De tweede wet van Newton, ook wel bekend als basisprincipe van dynamiek, gaat over de relatie tussen de kracht en versnelling van een lichaam.
Dit is de tweede van de drie wetten van Isaac Newton, die de dynamiek van de beweging van lichamen verklaren. De 1e, 2e en 3e wetten van Newton werden in 1687 gepubliceerd in het boek met de titel Mathematical Principles of Natural Philosophy.
Dit is de enige wet van Newton die kan worden weergegeven door een vergelijking, waarbij de netto kracht (Fr) gelijk is aan het product van massa (m) en versnelling (a).
Verklaring van de 2e wet van Newton
Volgens deze wet moet een lichaam, om versnelling te krijgen en zijn snelheid te veranderen, een kracht op het lichaam uitoefenen. De tweede wet behandelt daarom gevallen waarin er versnelling in de beweging van lichamen, verschillend van de eerste wet, die zich bezighoudt met gevallen waarin versnelling nul is.
Leer meer over De eerste wet van Newton en De derde wet van Newton.
Om een lichaam uit zijn evenwichtstoestand te laten komen en versnelling te krijgen, moet de netto kracht die erop wordt uitgeoefend niet nul zijn.

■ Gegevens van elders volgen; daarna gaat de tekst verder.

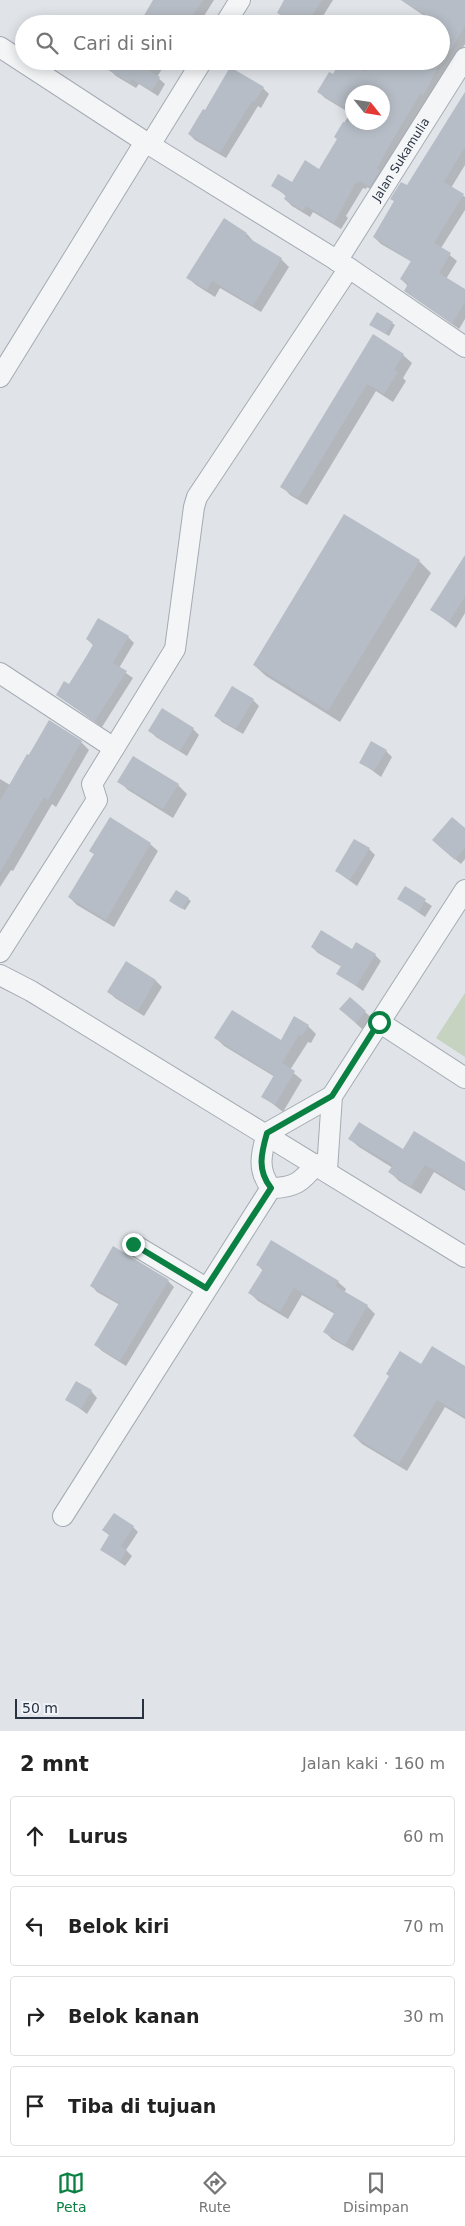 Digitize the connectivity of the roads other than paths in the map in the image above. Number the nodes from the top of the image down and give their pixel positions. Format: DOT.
graph roads {
  1 [pos="240,0"];
  2 [pos="231,15"];
  3 [pos="0,47"];
  4 [pos="15,57"];
  5 [pos="465,58"];
  6 [pos="35,70"];
  7 [pos="196,70"];
  8 [pos="147,144"];
  9 [pos="343,265"];
  10 [pos="465,347"];
  11 [pos="0,377"];
  12 [pos="0,673"];
  13 [pos="114,748"];
  14 [pos="465,890"];
  15 [pos="0,952"];
  16 [pos="0,975"];
  17 [pos="379,1022"];
  18 [pos="465,1078"];
  19 [pos="332,1096"];
  20 [pos="267,1133"];
  21 [pos="321,1167"];
  22 [pos="271,1188"];
  23 [pos="133,1244"];
  24 [pos="465,1256"];
  25 [pos="206,1288"];
  26 [pos="64,1516"];
  1 -- 2 [label="street"];
  3 -- 4 [label="street"];
  5 -- 9 [label="street, Jalan Sukamulia"];
  6 -- 8 [label="street"];
  7 -- 8 [label="street"];
  8 -- 9 [label="street"];
  8 -- 11 [label="street"];
  9 -- 10 [label="street"];
  9 -- 13 [label="street, Jalan Sukamulia"];
  12 -- 13 [label="street"];
  13 -- 15 [label="street, Jalan Sukamulia"];
  14 -- 17 [label="street"];
  16 -- 20 [label="street"];
  17 -- 18 [label="street"];
  17 -- 19 [label="street"];
  19 -- 20 [label="street"];
  19 -- 21 [label="street"];
  20 -- 21 [label="street"];
  20 -- 22 [label="street"];
  21 -- 22 [label="street"];
  21 -- 24 [label="street"];
  22 -- 25 [label="street"];
  23 -- 25 [label="street"];
  25 -- 26 [label="street"];
} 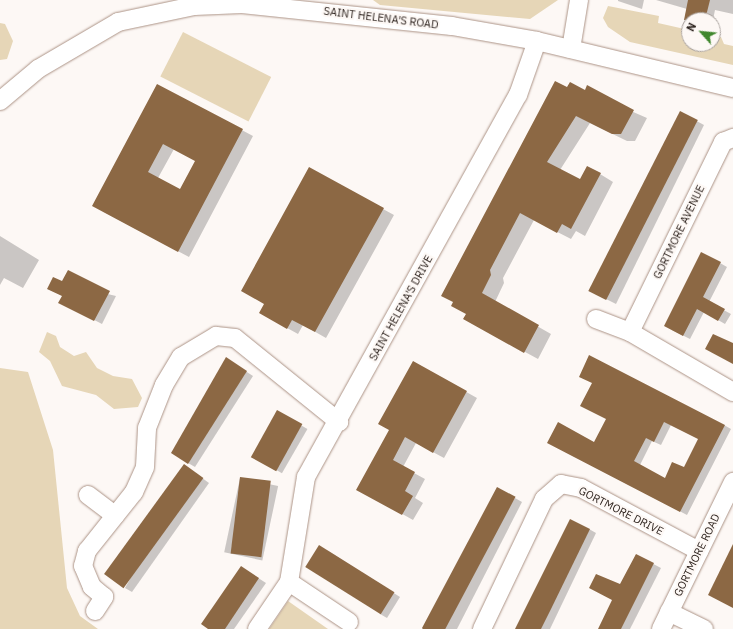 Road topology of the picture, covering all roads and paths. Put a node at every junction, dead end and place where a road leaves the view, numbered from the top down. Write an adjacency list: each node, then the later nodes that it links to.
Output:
1 (579, 0): 3 (street)
2 (537, 41): 3 (street, SAINT HELENA'S ROAD); 5 (street, SAINT HELENA'S ROAD); 10 (street, SAINT HELENA'S DRIVE)
3 (571, 49): 4 (street, SAINT HELENA'S ROAD)
4 (733, 88)
5 (0, 101)
6 (733, 138): 8 (street, GORTMORE AVENUE)
7 (596, 318): 8 (street)
8 (630, 332): 9 (street)
9 (733, 392)
10 (339, 422): 13 (street); 15 (street, SAINT HELENA'S DRIVE)
11 (733, 482): 14 (street, GORTMORE ROAD)
12 (88, 495): 13 (street)
13 (115, 515): 16 (street)
14 (699, 551): 17 (street, GORTMORE ROAD); 20 (street, GORTMORE DRIVE)
15 (289, 582): 18 (street); 19 (street, SAINT HELENA'S DRIVE)
16 (95, 611)
17 (669, 612): 21 (street, GORTMORE ROAD); 22 (street)
18 (348, 622)
19 (256, 629)
20 (482, 629)
21 (661, 629)
22 (704, 629) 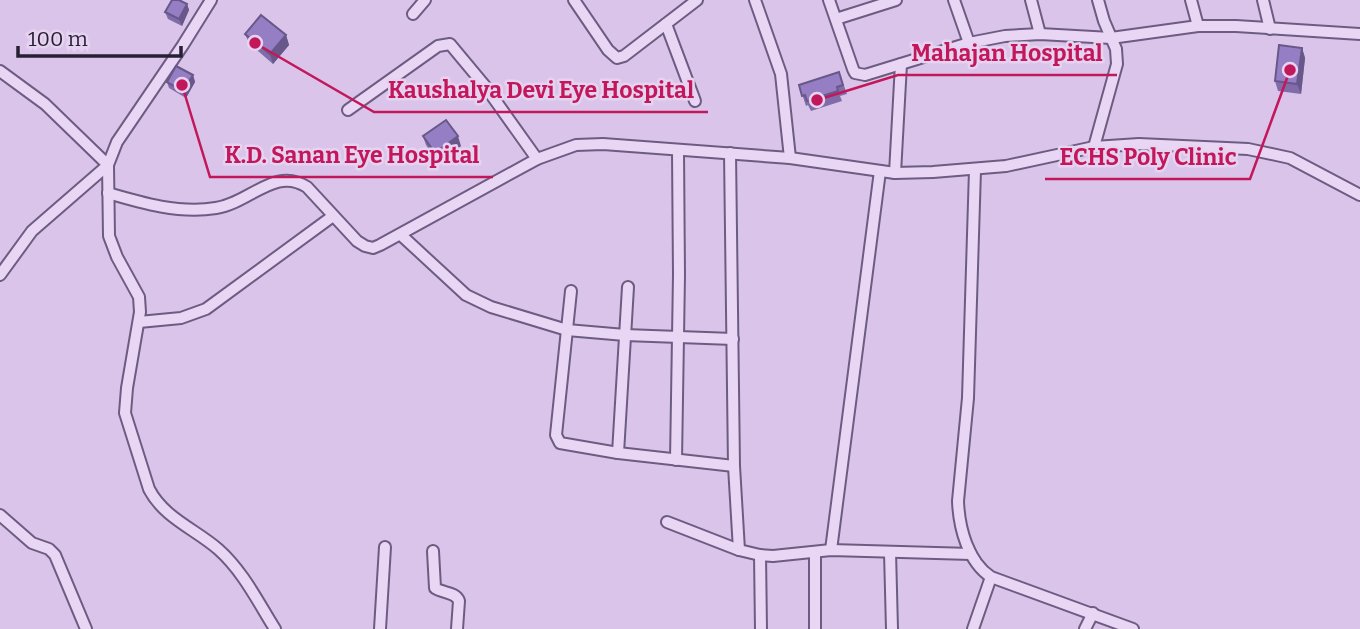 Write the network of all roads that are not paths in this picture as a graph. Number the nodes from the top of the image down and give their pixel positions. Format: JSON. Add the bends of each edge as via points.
{"nodes":[{"id":1,"x":211,"y":0,"type":"edge"},
{"id":2,"x":425,"y":0,"type":"edge"},
{"id":3,"x":574,"y":0,"type":"edge"},
{"id":4,"x":697,"y":0,"type":"edge"},
{"id":5,"x":755,"y":0,"type":"edge"},
{"id":6,"x":829,"y":0,"type":"edge"},
{"id":7,"x":897,"y":0,"type":"edge"},
{"id":8,"x":954,"y":0,"type":"edge"},
{"id":9,"x":1031,"y":0,"type":"edge"},
{"id":10,"x":1098,"y":0,"type":"edge"},
{"id":11,"x":1191,"y":0,"type":"edge"},
{"id":12,"x":1263,"y":0,"type":"edge"},
{"id":13,"x":413,"y":14,"type":"dead end"},
{"id":14,"x":836,"y":19,"type":"junction"},
{"id":15,"x":666,"y":24,"type":"junction"},
{"id":16,"x":1198,"y":26,"type":"junction"},
{"id":17,"x":1270,"y":29,"type":"junction"},
{"id":18,"x":1040,"y":34,"type":"junction"},
{"id":19,"x":1360,"y":34,"type":"edge"},
{"id":20,"x":1111,"y":38,"type":"junction"},
{"id":21,"x":969,"y":43,"type":"junction"},
{"id":22,"x":901,"y":64,"type":"junction"},
{"id":23,"x":0,"y":71,"type":"edge"},
{"id":24,"x":695,"y":101,"type":"dead end"},
{"id":25,"x":348,"y":110,"type":"dead end"},
{"id":26,"x":1094,"y":147,"type":"junction"},
{"id":27,"x":678,"y":151,"type":"junction"},
{"id":28,"x":730,"y":153,"type":"junction"},
{"id":29,"x":790,"y":158,"type":"junction"},
{"id":30,"x":537,"y":159,"type":"junction"},
{"id":31,"x":108,"y":164,"type":"junction"},
{"id":32,"x":975,"y":170,"type":"junction"},
{"id":33,"x":880,"y":172,"type":"junction"},
{"id":34,"x":895,"y":173,"type":"junction"},
{"id":35,"x":107,"y":193,"type":"junction"},
{"id":36,"x":1360,"y":195,"type":"edge"},
{"id":37,"x":333,"y":216,"type":"junction"},
{"id":38,"x":401,"y":235,"type":"junction"},
{"id":39,"x":0,"y":275,"type":"edge"},
{"id":40,"x":628,"y":287,"type":"dead end"},
{"id":41,"x":571,"y":291,"type":"dead end"},
{"id":42,"x":139,"y":322,"type":"junction"},
{"id":43,"x":567,"y":330,"type":"junction"},
{"id":44,"x":625,"y":335,"type":"junction"},
{"id":45,"x":679,"y":338,"type":"junction"},
{"id":46,"x":733,"y":339,"type":"junction"},
{"id":47,"x":618,"y":453,"type":"junction"},
{"id":48,"x":676,"y":460,"type":"junction"},
{"id":49,"x":734,"y":466,"type":"junction"},
{"id":50,"x":0,"y":515,"type":"edge"},
{"id":51,"x":667,"y":522,"type":"dead end"},
{"id":52,"x":385,"y":547,"type":"dead end"},
{"id":53,"x":739,"y":550,"type":"junction"},
{"id":54,"x":831,"y":550,"type":"junction"},
{"id":55,"x":433,"y":551,"type":"dead end"},
{"id":56,"x":890,"y":552,"type":"junction"},
{"id":57,"x":815,"y":553,"type":"junction"},
{"id":58,"x":971,"y":554,"type":"junction"},
{"id":59,"x":760,"y":555,"type":"junction"},
{"id":60,"x":991,"y":577,"type":"junction"},
{"id":61,"x":1093,"y":613,"type":"junction"},
{"id":62,"x":86,"y":629,"type":"edge"},
{"id":63,"x":275,"y":629,"type":"edge"},
{"id":64,"x":380,"y":629,"type":"edge"},
{"id":65,"x":457,"y":629,"type":"edge"},
{"id":66,"x":761,"y":629,"type":"edge"},
{"id":67,"x":815,"y":629,"type":"edge"},
{"id":68,"x":892,"y":629,"type":"edge"},
{"id":69,"x":973,"y":629,"type":"edge"},
{"id":70,"x":1085,"y":629,"type":"edge"},
{"id":71,"x":1133,"y":629,"type":"edge"}],
"edges":[{"from":1,"to":31,"type":"street","via":[[117,142]]},
{"from":2,"to":13,"type":"street"},
{"from":3,"to":15,"type":"street","via":[[617,58]]},
{"from":4,"to":15,"type":"street"},
{"from":5,"to":29,"type":"street","via":[[781,74]]},
{"from":6,"to":14,"type":"street"},
{"from":7,"to":14,"type":"street"},
{"from":8,"to":21,"type":"street"},
{"from":9,"to":18,"type":"street"},
{"from":10,"to":20,"type":"street"},
{"from":11,"to":16,"type":"street"},
{"from":12,"to":17,"type":"street"},
{"from":14,"to":22,"type":"street","via":[[855,73],[865,75]]},
{"from":15,"to":24,"type":"street"},
{"from":16,"to":17,"type":"street"},
{"from":16,"to":20,"type":"street"},
{"from":17,"to":19,"type":"street"},
{"from":18,"to":20,"type":"street"},
{"from":18,"to":21,"type":"street"},
{"from":20,"to":26,"type":"street","via":[[1117,64]]},
{"from":21,"to":22,"type":"street"},
{"from":22,"to":34,"type":"street"},
{"from":23,"to":31,"type":"street","via":[[45,104]]},
{"from":25,"to":30,"type":"street","via":[[438,46],[450,44]]},
{"from":26,"to":32,"type":"street"},
{"from":26,"to":36,"type":"street","via":[[1151,144],[1263,151],[1290,158]]},
{"from":27,"to":28,"type":"street"},
{"from":27,"to":30,"type":"street","via":[[576,145]]},
{"from":27,"to":45,"type":"street"},
{"from":28,"to":29,"type":"street"},
{"from":28,"to":46,"type":"street"},
{"from":29,"to":33,"type":"street"},
{"from":30,"to":38,"type":"street"},
{"from":31,"to":35,"type":"street"},
{"from":31,"to":39,"type":"street","via":[[32,231]]},
{"from":32,"to":34,"type":"street"},
{"from":32,"to":58,"type":"street","via":[[968,398],[958,501]]},
{"from":33,"to":34,"type":"street"},
{"from":33,"to":54,"type":"street"},
{"from":35,"to":37,"type":"street","via":[[160,207],[198,210],[230,205],[287,179],[307,187]]},
{"from":35,"to":42,"type":"street","via":[[109,236],[139,297]]},
{"from":37,"to":38,"type":"street","via":[[365,246],[373,248]]},
{"from":37,"to":42,"type":"street","via":[[206,309],[181,318]]},
{"from":38,"to":43,"type":"street","via":[[476,302]]},
{"from":40,"to":44,"type":"street"},
{"from":41,"to":43,"type":"street"},
{"from":42,"to":63,"type":"street","via":[[125,413],[149,489],[162,510],[231,562]]},
{"from":43,"to":44,"type":"street"},
{"from":43,"to":47,"type":"street","via":[[557,440]]},
{"from":44,"to":45,"type":"street"},
{"from":44,"to":47,"type":"street"},
{"from":45,"to":46,"type":"street"},
{"from":45,"to":48,"type":"street"},
{"from":46,"to":49,"type":"street"},
{"from":47,"to":48,"type":"street"},
{"from":48,"to":49,"type":"street"},
{"from":49,"to":53,"type":"street"},
{"from":50,"to":62,"type":"street","via":[[32,543],[53,552]]},
{"from":51,"to":53,"type":"street"},
{"from":52,"to":64,"type":"street"},
{"from":53,"to":59,"type":"street"},
{"from":54,"to":56,"type":"street"},
{"from":54,"to":57,"type":"street"},
{"from":55,"to":65,"type":"street","via":[[435,588],[458,597]]},
{"from":56,"to":58,"type":"street"},
{"from":56,"to":68,"type":"street"},
{"from":57,"to":59,"type":"street"},
{"from":57,"to":67,"type":"street"},
{"from":58,"to":60,"type":"street"},
{"from":59,"to":66,"type":"street"},
{"from":60,"to":61,"type":"street"},
{"from":60,"to":69,"type":"street"},
{"from":61,"to":70,"type":"street"},
{"from":61,"to":71,"type":"street"}]}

Dit betekent dat als er meer dan één kracht op het lichaam wordt uitgeoefend, het nodig is om alle krachten bij elkaar op te tellen, omdat deze krachten kunnen intensiveren als ze dezelfde richting en richting hebben, of ze kunnen elkaar opheffen, als ze tegengestelde richtingen hebben, door voorbeeld.
Zie de vergelijking van deze wet:
Uit deze relatie zien we dat de resulterende kracht kan worden berekend door de massa van het lichaam te vermenigvuldigen met de versnelling. Door de formule vonden we ook dat: kracht en massa zijn recht evenredige grootheden.
Dit betekent dat hoe groter de massa, hoe groter de kracht van de kracht voor het lichaam om versnelling te krijgen. Dit gebeurt door: traagheid van het lichaam, wat zijn neiging is om in zijn evenwichtige staat te blijven.
Massa is de kwantitatieve maat voor traagheid, dus hoe groter de massa, hoe groter de traagheid van een lichaam. Zie dit voorbeeld:
- Op een vlakke ondergrond staan twee houten kisten, de ene weegt 5 kg, de andere 500 kg. Als iemand deze dozen probeert te duwen, zal hij het veel gemakkelijker vinden om de lichtere doos te verplaatsen, omdat de massa kleiner is en daarom ook de traagheid.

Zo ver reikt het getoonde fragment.